DESCRIPTION (provided by applicant): Molecular motors that drive cargo transport along cytoskeletal filaments are critical for processes such as cell division, cell motility, intracellulr trafficking and ciliary function. Kinesin- based transport along microtubule filaments is particularly important in neuronal cells due to the polarized nature of the cell and the long distances between the cell body and synaptic regions. Defects in motor-driven transport processes are known to contribute to neurodegenerative and other diseases. Yet defining the exact transport contribution of each kinesin motor during neurite outgrowth, cellular polarization, axon generation and pathfinding, and circuit formation has been hindered by a lack of methods to control transport in an acute and motor-specific manner. In this proposal, we will take an "engineered chemical-genetic approach" to generate kinesin motors that can be inhibited by small molecules. Using kinesin-1 as a prototype, we will genetically modify kinesin-1's motor domain with sequences that can be chemically targeted by cell-permeable inhibitors. We will first characterize the inhibitable motors using in vitro assays that yield quantitative measures of motor activity. Successful inhibitory strategies will then be characterized by live cell imaging in fibroblasts and primary hippocampal neurons to define the exact complement of kinesin-1 cargoes. This work will provide the basis for future work aimed at a) developing animal models for studying kinesin-1 transport and b) generating inhibitable motors of the kinesin-2 and kinesin-3 families. This work will provide exciting new insights into how kinesin motors give rise to coordinated transport of protein complexes in cells and will suggest therapeutic targets in human disease. PUBLIC HEALTH RELEVANCE: The work in this proposal is relevant to public health because many human pathologies, such as neurodegeneration, cancer and the ciliopathies are caused by the disregulation of kinesin transport events. The proposed study will identify and characterize key behaviors of kinesin motor proteins and will advance our understanding of motor transport in order to promote treatment of motor-based diseases.
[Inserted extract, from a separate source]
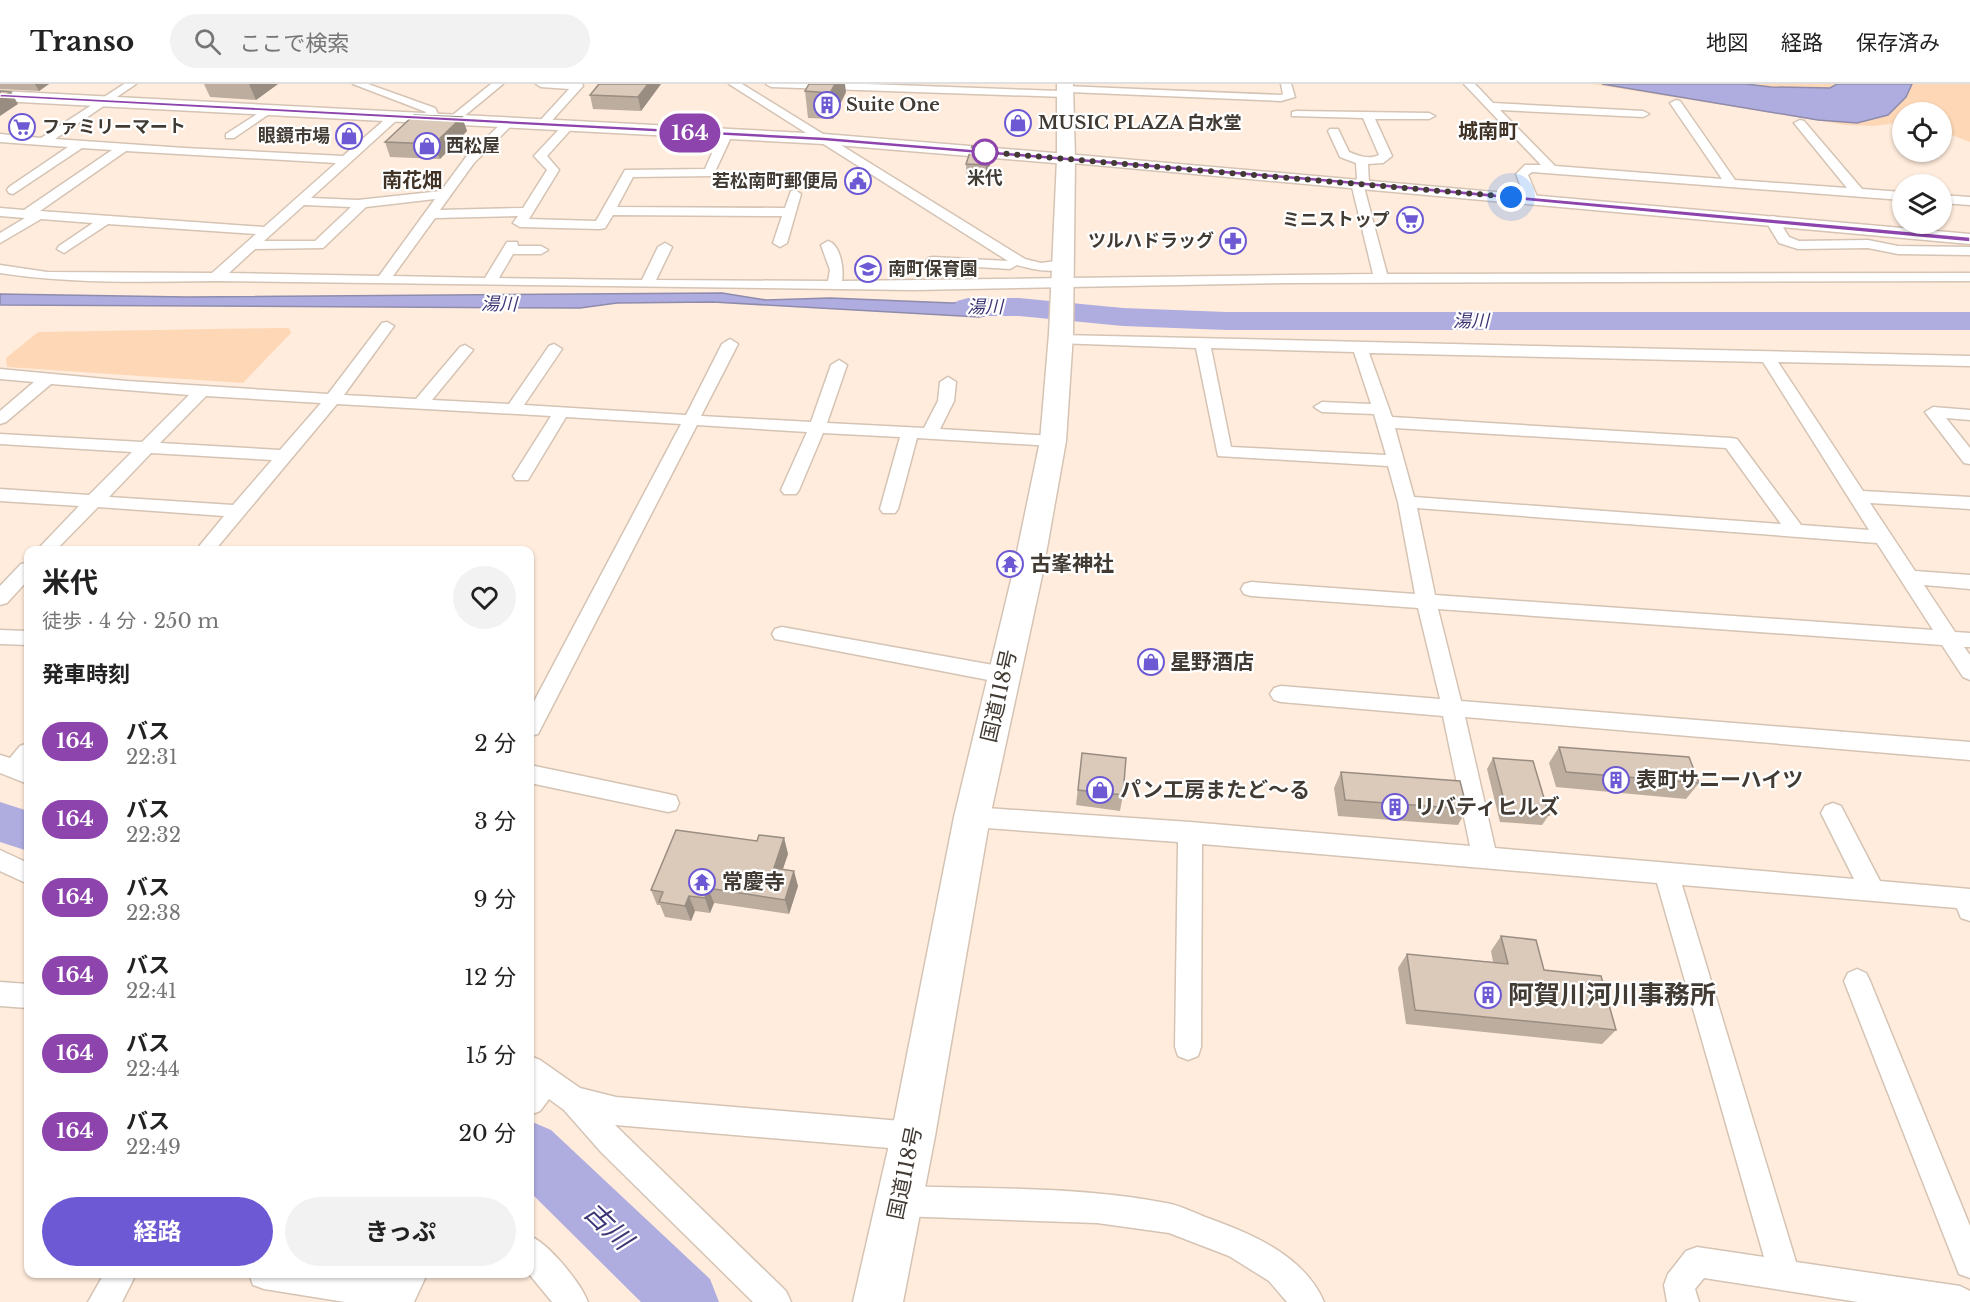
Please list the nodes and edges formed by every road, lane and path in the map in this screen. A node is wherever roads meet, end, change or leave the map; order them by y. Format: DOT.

描述(申请人提供)：驱动沿细胞骨架细丝运输货物的分子马达对细胞分裂、细胞运动、细胞内运输和纤毛功能等过程至关重要。由于神经元细胞的极化性质以及细胞体和突触区域之间的较长距离，基于动蛋白的沿微管细丝的运输在神经细胞中尤为重要。众所周知，运动驱动的运输过程中的缺陷会导致神经退行性疾病和其他疾病。但确定了在轴突生长过程中每个运动蛋白马达的确切运输贡献，细胞极化， 由于缺乏以急性和运动特异性方式控制运输的方法，轴突的产生和寻径以及回路的形成一直受到阻碍。在这项提议中，我们将采用一种“化学-遗传工程方法”来产生可以被小分子抑制的动蛋白马达。以Kinesin-1为原型，我们将用细胞通透性抑制剂可以化学靶向的序列对Kinesin-1‘S运动区进行基因修饰。我们将首先使用体外测试来表征可抑制的发动机，这些测试产生了定量的测量 运动活动。成功的抑制策略将通过活细胞成像来表征 成纤维细胞和原代海马神经元，以确定Kinesin-1货物的确切补充。这项工作将为未来的工作提供基础，旨在a)建立研究kinesin-1转运的动物模型，以及b)产生kinesin-2和kinesin-3家族的可抑制马达。这项工作将为运动蛋白马达如何在细胞内引起蛋白质复合体的协调运输提供令人兴奋的新见解，并将提出人类疾病的治疗靶点。 公共卫生相关性：这项提案中的工作与公共健康相关，因为许多人类疾病，如神经退行性变、癌症和纤毛病，都是由运动蛋白在运输事件中的失调引起的。这项拟议的研究将确定和表征运动蛋白的关键行为，并将促进我们对运动运输的理解，以促进运动相关疾病的治疗。